#### Dataset entries
——————————

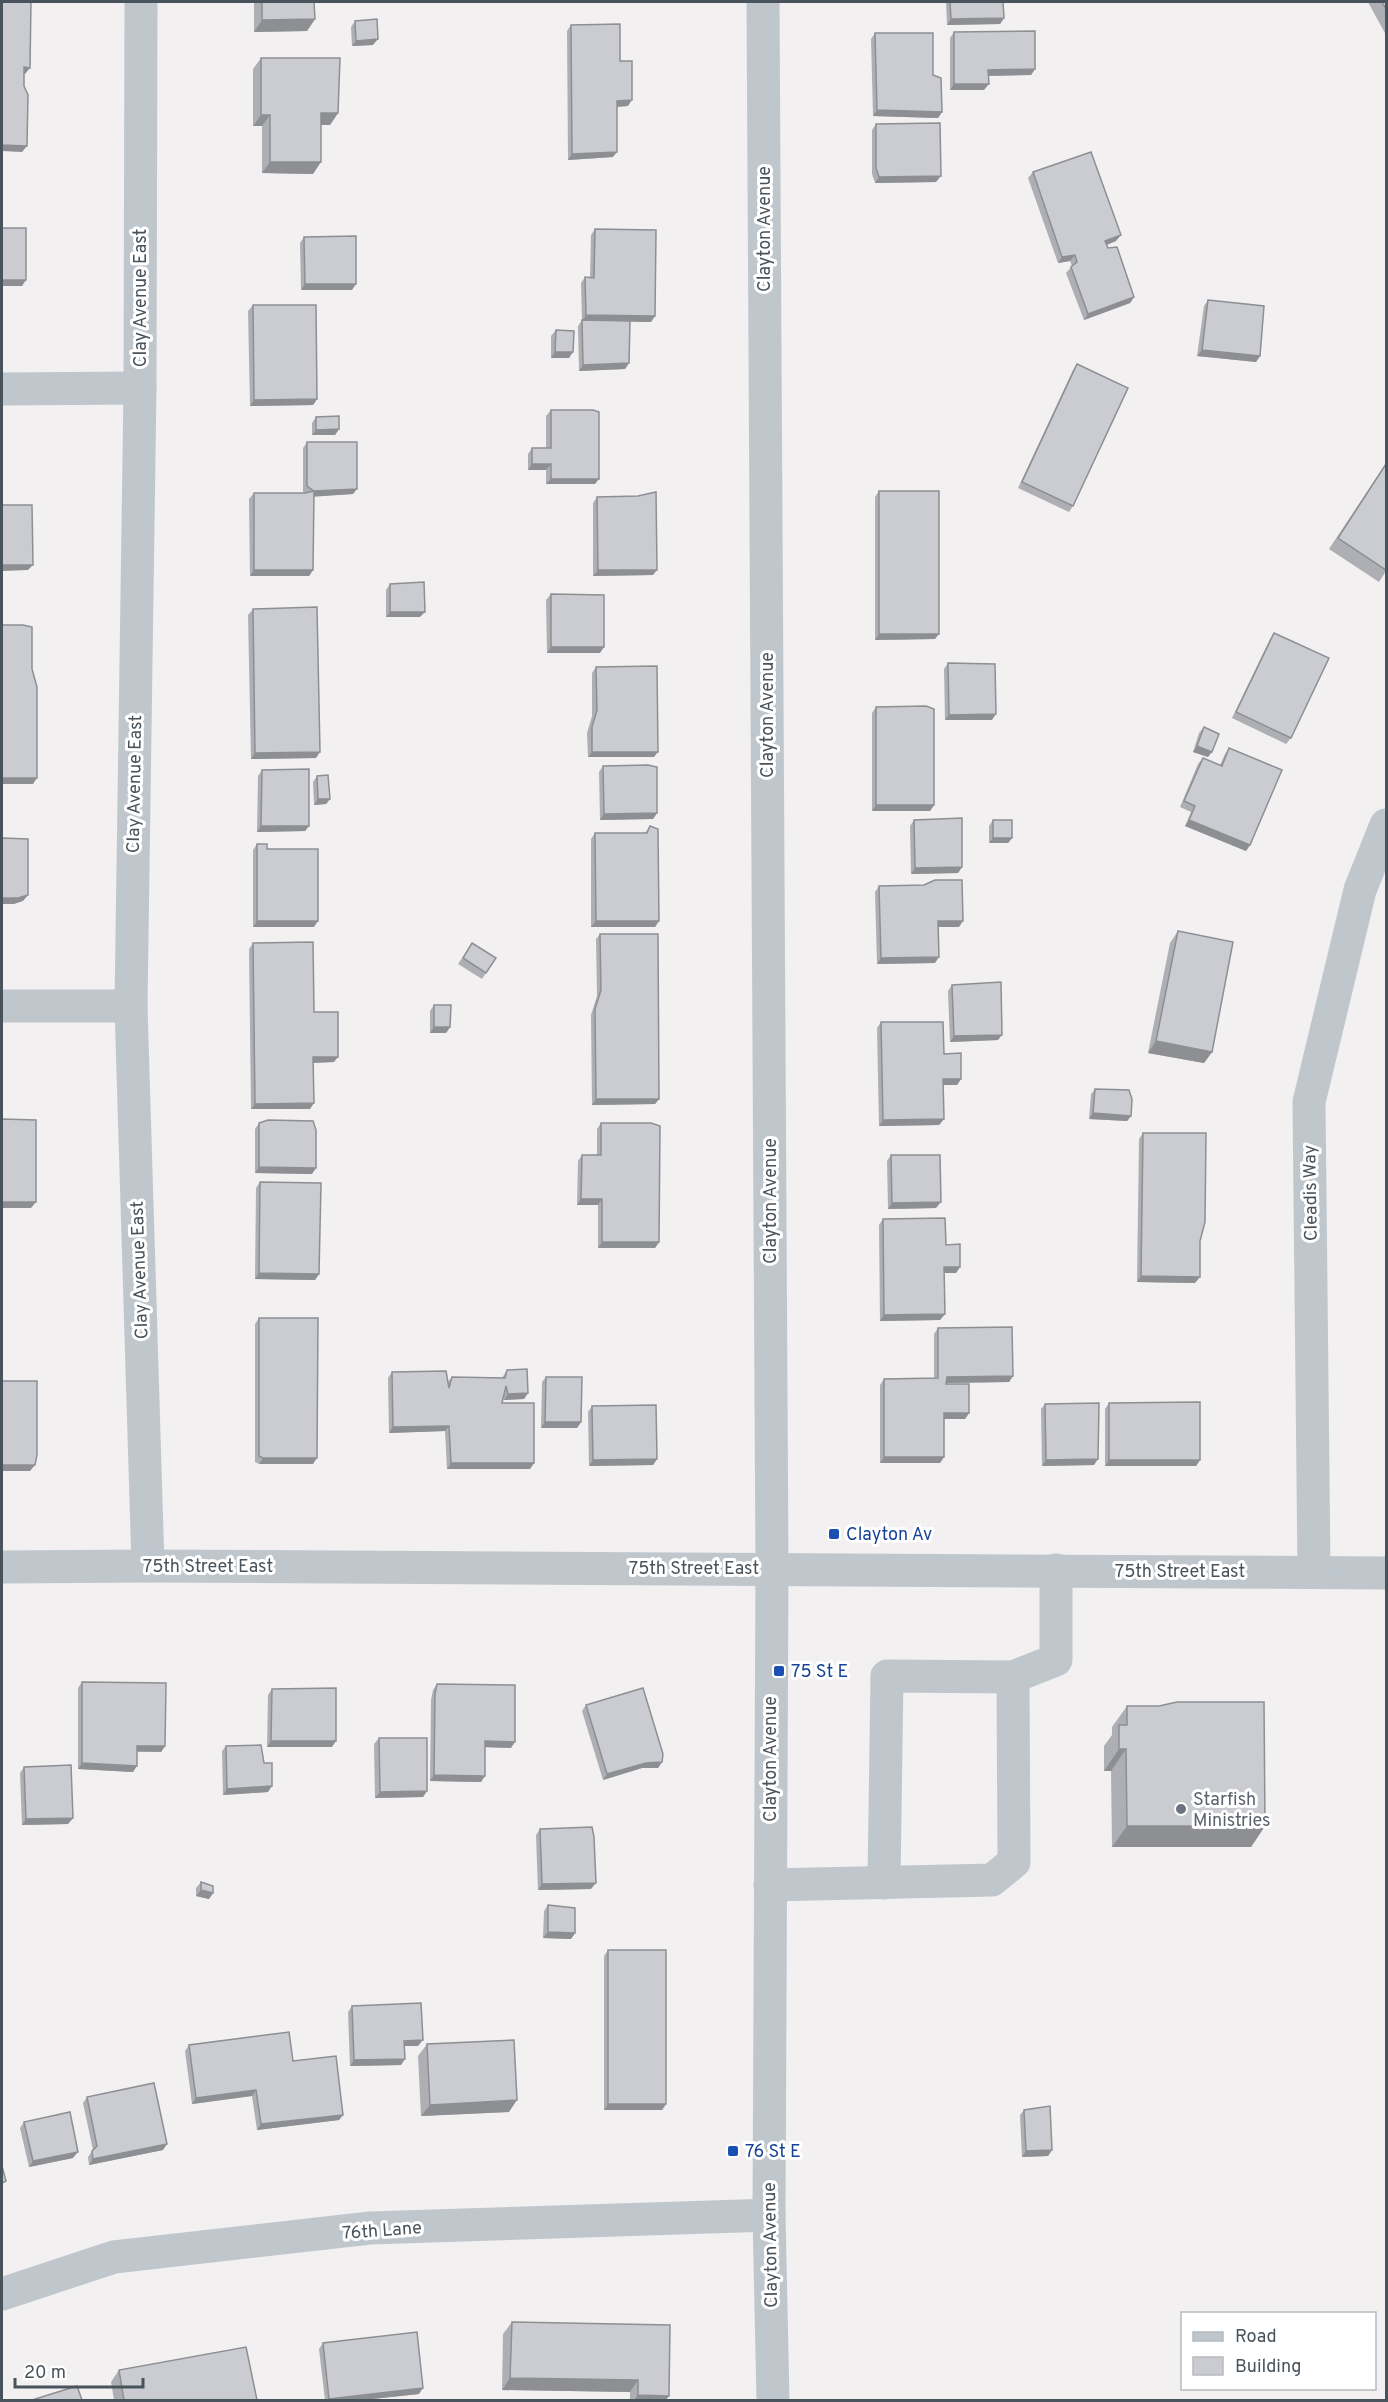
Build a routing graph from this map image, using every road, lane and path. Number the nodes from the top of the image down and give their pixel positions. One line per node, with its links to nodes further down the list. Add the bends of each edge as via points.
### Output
1 (141, 2): 3 (street, Clay Avenue East)
2 (763, 2): 10 (street, Clayton Avenue)
3 (140, 388): 4 (street); 7 (street, Clay Avenue East)
4 (2, 389)
5 (1386, 825): 12 (street, Cleadis Way, via 1360,890 1309,1102)
6 (2, 1006): 7 (street)
7 (131, 1006): 8 (street, Clay Avenue East)
8 (148, 1566): 9 (street, 75th Street East); 10 (street, 75th Street East)
9 (2, 1568)
10 (771, 1569): 11 (street, 75th Street East); 16 (street, Clayton Avenue)
11 (1056, 1570): 12 (street, 75th Street East); 14 (street, via 1056,1660)
12 (1314, 1572): 13 (street, 75th Street East)
13 (1386, 1573)
14 (1013, 1677): 15 (street, via 1014,1862 992,1880); 15 (street, via 887,1676)
15 (884, 1883): 16 (street)
16 (770, 1885): 17 (street, Clayton Avenue)
17 (769, 2215): 18 (street, 76th Lane, via 370,2228 114,2257); 19 (street, Clayton Avenue)
18 (2, 2294)
19 (773, 2400)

——————————

#### Exercise
What is needed is an exact copy of the records above, with no pictures in it.

#### Worked solution
Build a routing graph from this map image, using every road, lane and path. Number the nodes from the top of the image down and give their pixel positions. One line per node, with its links to nodes further down the list. Add the bends of each edge as via points.
### Output
1 (141, 2): 3 (street, Clay Avenue East)
2 (763, 2): 10 (street, Clayton Avenue)
3 (140, 388): 4 (street); 7 (street, Clay Avenue East)
4 (2, 389)
5 (1386, 825): 12 (street, Cleadis Way, via 1360,890 1309,1102)
6 (2, 1006): 7 (street)
7 (131, 1006): 8 (street, Clay Avenue East)
8 (148, 1566): 9 (street, 75th Street East); 10 (street, 75th Street East)
9 (2, 1568)
10 (771, 1569): 11 (street, 75th Street East); 16 (street, Clayton Avenue)
11 (1056, 1570): 12 (street, 75th Street East); 14 (street, via 1056,1660)
12 (1314, 1572): 13 (street, 75th Street East)
13 (1386, 1573)
14 (1013, 1677): 15 (street, via 1014,1862 992,1880); 15 (street, via 887,1676)
15 (884, 1883): 16 (street)
16 (770, 1885): 17 (street, Clayton Avenue)
17 (769, 2215): 18 (street, 76th Lane, via 370,2228 114,2257); 19 (street, Clayton Avenue)
18 (2, 2294)
19 (773, 2400)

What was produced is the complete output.